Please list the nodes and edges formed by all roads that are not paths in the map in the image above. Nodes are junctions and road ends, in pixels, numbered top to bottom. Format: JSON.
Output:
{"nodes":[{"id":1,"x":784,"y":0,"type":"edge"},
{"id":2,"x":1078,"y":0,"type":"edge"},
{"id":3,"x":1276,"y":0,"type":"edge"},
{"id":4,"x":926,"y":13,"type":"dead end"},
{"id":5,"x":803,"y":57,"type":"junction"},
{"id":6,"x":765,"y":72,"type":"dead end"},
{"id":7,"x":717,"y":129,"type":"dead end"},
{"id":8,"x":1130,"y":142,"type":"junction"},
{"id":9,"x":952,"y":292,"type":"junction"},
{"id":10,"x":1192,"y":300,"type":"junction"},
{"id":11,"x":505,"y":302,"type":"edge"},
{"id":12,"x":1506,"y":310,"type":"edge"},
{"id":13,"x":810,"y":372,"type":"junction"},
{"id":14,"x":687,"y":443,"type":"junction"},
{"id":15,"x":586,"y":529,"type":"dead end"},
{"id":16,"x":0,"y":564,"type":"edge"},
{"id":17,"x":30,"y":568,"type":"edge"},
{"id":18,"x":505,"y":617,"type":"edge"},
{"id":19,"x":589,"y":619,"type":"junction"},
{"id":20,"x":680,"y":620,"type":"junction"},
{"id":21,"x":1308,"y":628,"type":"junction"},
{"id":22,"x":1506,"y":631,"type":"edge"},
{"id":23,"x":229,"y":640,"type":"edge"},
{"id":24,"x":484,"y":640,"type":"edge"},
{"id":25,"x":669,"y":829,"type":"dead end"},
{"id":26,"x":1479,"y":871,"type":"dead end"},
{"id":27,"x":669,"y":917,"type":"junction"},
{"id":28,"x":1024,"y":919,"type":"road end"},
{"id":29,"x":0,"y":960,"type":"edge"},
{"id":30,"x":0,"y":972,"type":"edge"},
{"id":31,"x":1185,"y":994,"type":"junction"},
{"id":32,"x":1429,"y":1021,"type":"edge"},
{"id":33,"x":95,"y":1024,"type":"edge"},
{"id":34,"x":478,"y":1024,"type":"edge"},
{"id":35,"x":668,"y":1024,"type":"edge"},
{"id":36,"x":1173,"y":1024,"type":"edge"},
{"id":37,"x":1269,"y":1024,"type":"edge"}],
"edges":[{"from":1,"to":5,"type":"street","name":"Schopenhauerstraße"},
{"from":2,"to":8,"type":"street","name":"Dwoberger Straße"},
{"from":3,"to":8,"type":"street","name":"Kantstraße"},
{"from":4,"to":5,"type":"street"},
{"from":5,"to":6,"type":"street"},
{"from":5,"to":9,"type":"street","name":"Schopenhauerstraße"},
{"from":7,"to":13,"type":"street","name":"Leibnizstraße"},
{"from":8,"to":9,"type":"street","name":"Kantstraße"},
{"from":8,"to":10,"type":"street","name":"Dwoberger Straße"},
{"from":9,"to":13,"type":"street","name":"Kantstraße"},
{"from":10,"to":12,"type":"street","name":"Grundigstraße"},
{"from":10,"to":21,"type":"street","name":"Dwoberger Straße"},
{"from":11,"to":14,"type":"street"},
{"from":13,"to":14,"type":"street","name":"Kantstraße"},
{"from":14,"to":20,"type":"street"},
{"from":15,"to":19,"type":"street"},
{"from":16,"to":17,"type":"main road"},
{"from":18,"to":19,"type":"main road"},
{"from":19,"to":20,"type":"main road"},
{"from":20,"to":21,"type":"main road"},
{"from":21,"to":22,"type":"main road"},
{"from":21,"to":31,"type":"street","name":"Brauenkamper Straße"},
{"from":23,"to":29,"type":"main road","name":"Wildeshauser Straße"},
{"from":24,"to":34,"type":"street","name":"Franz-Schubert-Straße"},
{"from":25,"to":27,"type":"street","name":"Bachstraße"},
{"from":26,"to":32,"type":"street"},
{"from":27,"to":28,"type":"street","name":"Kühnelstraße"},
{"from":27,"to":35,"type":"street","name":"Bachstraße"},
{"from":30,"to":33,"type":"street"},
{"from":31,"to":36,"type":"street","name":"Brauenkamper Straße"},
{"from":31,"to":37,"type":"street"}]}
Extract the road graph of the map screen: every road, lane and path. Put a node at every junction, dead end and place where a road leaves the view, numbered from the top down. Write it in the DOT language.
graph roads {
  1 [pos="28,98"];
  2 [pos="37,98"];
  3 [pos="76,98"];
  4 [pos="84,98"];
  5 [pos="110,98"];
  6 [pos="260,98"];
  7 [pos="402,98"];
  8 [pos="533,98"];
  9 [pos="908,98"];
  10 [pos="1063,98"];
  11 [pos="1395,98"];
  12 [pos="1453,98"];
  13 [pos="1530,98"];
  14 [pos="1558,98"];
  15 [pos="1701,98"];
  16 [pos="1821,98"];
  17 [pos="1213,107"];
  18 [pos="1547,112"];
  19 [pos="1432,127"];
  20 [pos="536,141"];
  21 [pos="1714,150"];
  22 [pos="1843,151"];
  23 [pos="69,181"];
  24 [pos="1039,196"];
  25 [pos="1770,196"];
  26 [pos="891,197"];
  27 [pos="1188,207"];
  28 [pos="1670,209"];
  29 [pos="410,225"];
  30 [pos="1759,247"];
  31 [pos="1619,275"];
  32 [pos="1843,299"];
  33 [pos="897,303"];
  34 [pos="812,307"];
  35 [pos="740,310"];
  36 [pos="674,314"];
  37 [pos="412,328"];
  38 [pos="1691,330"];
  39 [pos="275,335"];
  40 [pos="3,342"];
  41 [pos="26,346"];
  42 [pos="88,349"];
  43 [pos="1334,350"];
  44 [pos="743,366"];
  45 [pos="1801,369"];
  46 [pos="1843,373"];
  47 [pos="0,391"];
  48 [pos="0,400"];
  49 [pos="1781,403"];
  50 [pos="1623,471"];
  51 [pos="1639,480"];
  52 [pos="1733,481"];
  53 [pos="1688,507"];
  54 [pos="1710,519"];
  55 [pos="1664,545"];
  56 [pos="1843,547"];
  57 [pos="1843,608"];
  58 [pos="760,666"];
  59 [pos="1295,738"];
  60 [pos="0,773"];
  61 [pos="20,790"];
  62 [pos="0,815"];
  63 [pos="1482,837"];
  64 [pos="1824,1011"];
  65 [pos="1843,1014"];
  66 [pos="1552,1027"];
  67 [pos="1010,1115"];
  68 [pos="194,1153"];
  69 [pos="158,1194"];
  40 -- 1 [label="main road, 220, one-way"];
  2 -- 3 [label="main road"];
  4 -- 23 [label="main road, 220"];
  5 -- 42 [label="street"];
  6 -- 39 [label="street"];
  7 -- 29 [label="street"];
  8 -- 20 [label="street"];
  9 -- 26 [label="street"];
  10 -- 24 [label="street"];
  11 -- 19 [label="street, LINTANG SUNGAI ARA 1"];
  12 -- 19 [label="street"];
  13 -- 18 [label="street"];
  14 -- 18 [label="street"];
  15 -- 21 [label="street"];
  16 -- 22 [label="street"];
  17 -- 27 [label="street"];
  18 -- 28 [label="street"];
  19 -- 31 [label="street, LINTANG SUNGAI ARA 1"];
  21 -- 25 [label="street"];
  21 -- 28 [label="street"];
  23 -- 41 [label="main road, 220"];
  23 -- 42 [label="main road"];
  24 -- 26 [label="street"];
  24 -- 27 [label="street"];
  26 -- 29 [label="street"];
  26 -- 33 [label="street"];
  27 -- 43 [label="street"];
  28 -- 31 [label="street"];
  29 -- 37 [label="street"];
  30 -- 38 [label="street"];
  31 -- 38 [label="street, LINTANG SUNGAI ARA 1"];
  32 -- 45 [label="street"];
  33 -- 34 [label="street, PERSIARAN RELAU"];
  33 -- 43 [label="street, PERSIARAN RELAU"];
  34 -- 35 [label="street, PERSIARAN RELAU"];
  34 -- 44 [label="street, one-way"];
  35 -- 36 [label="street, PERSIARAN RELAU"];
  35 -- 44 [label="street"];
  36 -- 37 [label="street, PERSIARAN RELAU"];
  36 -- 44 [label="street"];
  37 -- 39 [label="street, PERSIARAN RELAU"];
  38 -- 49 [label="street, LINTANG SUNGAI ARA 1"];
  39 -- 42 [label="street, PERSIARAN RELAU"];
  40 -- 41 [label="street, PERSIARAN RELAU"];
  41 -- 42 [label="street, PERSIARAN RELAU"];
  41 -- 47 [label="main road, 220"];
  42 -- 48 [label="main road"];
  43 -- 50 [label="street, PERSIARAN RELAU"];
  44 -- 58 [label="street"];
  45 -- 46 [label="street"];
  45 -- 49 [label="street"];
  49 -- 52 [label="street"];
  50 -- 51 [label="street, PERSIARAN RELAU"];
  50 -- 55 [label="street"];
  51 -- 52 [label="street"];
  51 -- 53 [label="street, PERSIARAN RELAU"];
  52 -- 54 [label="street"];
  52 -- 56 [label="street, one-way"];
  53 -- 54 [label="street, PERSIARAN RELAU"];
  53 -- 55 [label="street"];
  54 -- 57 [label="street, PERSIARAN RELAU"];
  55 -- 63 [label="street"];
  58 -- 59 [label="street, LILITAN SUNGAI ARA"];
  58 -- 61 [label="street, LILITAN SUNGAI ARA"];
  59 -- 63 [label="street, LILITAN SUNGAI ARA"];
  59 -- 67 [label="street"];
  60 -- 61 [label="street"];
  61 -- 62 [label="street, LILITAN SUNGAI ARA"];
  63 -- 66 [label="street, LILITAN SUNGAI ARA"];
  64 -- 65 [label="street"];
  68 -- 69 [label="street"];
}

### TASK TO CARRY OUT
Go through the records above line by line and say how many lines include "Dwoberger", giving only that number.

### RESPONSE TO THIS EXERCISE
3